Plimoth Plantation was incorporated in 1947 as "a memorial to the Pilgrim Fathers" and for the "historical education of the public with respect to the struggles of the early settlers, the expansion of the settlement and the influence of the Pilgrim Fathers throughout the world." But right from the start, Harry Hornblower, the Museum’s founder, knew that the comprehensive and accurate representation of 17th-century Plymouth Colony would require the exhibition and interpretation of both the English and the Native cultures. He understood that the transformation of New England in the 1600s was the result of day-to-day interactions between the Pilgrims and the Indigenous People —sometimes working in collaboration and sometimes living in conflict.
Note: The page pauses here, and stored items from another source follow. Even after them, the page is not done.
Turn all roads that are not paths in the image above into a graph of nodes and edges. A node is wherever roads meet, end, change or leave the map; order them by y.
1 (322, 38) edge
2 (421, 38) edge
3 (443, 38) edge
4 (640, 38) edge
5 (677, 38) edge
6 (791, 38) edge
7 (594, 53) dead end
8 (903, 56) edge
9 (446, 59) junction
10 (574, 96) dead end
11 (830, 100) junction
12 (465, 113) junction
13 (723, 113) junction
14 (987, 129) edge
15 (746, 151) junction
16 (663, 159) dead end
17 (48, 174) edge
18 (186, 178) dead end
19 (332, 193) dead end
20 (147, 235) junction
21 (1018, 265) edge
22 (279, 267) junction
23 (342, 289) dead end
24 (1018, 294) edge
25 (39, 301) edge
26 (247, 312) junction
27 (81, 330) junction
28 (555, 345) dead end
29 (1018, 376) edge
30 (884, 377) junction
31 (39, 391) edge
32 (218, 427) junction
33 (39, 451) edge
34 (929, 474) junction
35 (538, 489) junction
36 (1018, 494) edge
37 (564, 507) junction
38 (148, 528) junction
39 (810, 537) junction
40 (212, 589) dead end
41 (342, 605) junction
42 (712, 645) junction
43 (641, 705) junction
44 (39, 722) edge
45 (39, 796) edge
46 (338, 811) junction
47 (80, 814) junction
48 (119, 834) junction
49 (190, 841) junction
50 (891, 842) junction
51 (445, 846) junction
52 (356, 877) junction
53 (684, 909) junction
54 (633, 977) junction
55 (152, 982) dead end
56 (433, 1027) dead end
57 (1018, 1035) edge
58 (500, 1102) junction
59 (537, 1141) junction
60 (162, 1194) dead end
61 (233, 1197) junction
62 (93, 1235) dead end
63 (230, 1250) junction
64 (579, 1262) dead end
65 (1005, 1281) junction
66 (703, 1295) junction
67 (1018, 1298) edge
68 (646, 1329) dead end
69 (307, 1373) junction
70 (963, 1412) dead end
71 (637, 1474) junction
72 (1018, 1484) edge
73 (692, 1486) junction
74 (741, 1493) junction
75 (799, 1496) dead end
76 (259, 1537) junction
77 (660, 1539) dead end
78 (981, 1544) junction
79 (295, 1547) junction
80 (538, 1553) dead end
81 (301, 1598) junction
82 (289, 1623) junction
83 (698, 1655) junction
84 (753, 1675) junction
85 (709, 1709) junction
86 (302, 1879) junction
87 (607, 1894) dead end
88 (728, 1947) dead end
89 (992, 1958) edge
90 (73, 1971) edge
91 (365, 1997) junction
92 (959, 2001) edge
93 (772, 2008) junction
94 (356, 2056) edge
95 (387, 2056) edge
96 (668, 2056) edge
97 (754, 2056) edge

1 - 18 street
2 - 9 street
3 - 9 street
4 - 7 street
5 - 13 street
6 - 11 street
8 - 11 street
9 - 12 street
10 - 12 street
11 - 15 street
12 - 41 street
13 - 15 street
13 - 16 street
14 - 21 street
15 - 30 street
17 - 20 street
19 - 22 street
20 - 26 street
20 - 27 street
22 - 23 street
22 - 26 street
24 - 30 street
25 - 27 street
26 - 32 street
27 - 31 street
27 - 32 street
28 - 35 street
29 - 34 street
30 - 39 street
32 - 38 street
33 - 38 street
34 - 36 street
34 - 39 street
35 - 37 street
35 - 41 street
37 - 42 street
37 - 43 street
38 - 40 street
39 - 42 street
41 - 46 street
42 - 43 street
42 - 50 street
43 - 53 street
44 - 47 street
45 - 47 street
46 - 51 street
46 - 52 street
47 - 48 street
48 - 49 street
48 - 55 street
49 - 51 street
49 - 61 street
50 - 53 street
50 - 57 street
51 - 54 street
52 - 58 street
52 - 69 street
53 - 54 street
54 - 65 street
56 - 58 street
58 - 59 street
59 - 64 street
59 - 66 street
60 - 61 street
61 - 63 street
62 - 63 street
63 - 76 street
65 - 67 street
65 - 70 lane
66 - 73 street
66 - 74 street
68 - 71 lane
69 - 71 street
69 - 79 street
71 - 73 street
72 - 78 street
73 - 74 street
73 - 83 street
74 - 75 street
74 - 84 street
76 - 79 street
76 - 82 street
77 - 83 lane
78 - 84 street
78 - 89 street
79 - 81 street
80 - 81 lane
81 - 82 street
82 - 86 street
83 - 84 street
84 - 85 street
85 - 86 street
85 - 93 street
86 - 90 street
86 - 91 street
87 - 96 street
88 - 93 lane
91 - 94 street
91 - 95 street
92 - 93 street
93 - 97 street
Harry Hornblower’s expansive and visionary approach to the early Colonial period began with the Pilgrim Village and Mayflower II, then led to the creation of a Native Studies program in the early seventies. Plimoth Plantation’s programs and exhibits are the expression of an educational organization that is interested in telling the stories of all the people who lived in Colonial Plymouth, or Patuxet, as it was called by Native People. The Museum is deeply committed to recovering and interpreting these historic voices so that guests can experience more fully the complex and richly nuanced portrait of life in the 1600s.
The 17th-Century English Village affords a glimpse into the worldview, faith and lifeways of the Pilgrims; Mayflower II enables guests to imagine what the harrowing journey of 1620 may have been like; and the Wampanoag Homesite offers an experience of the traditions, lifeways and culture of the Indigenous People of this region from the unique cultural perspective of Native museum professionals. Plimoth Plantation provides the historical context to explore the world produced by this cultural fusion in southern New England. It is a world that we have inherited.
Plimoth Plantation staff represent the historical as well as contemporary diversity of American culture.The Museum hopes that by listening to the voices from both the Colonial and the Indigenous perspective, we will inspire not only a deeper understanding of our Nation's past, but also modern contemplation on today’s multicultural America and the contributions of our ancestors - indigenous and immigrant.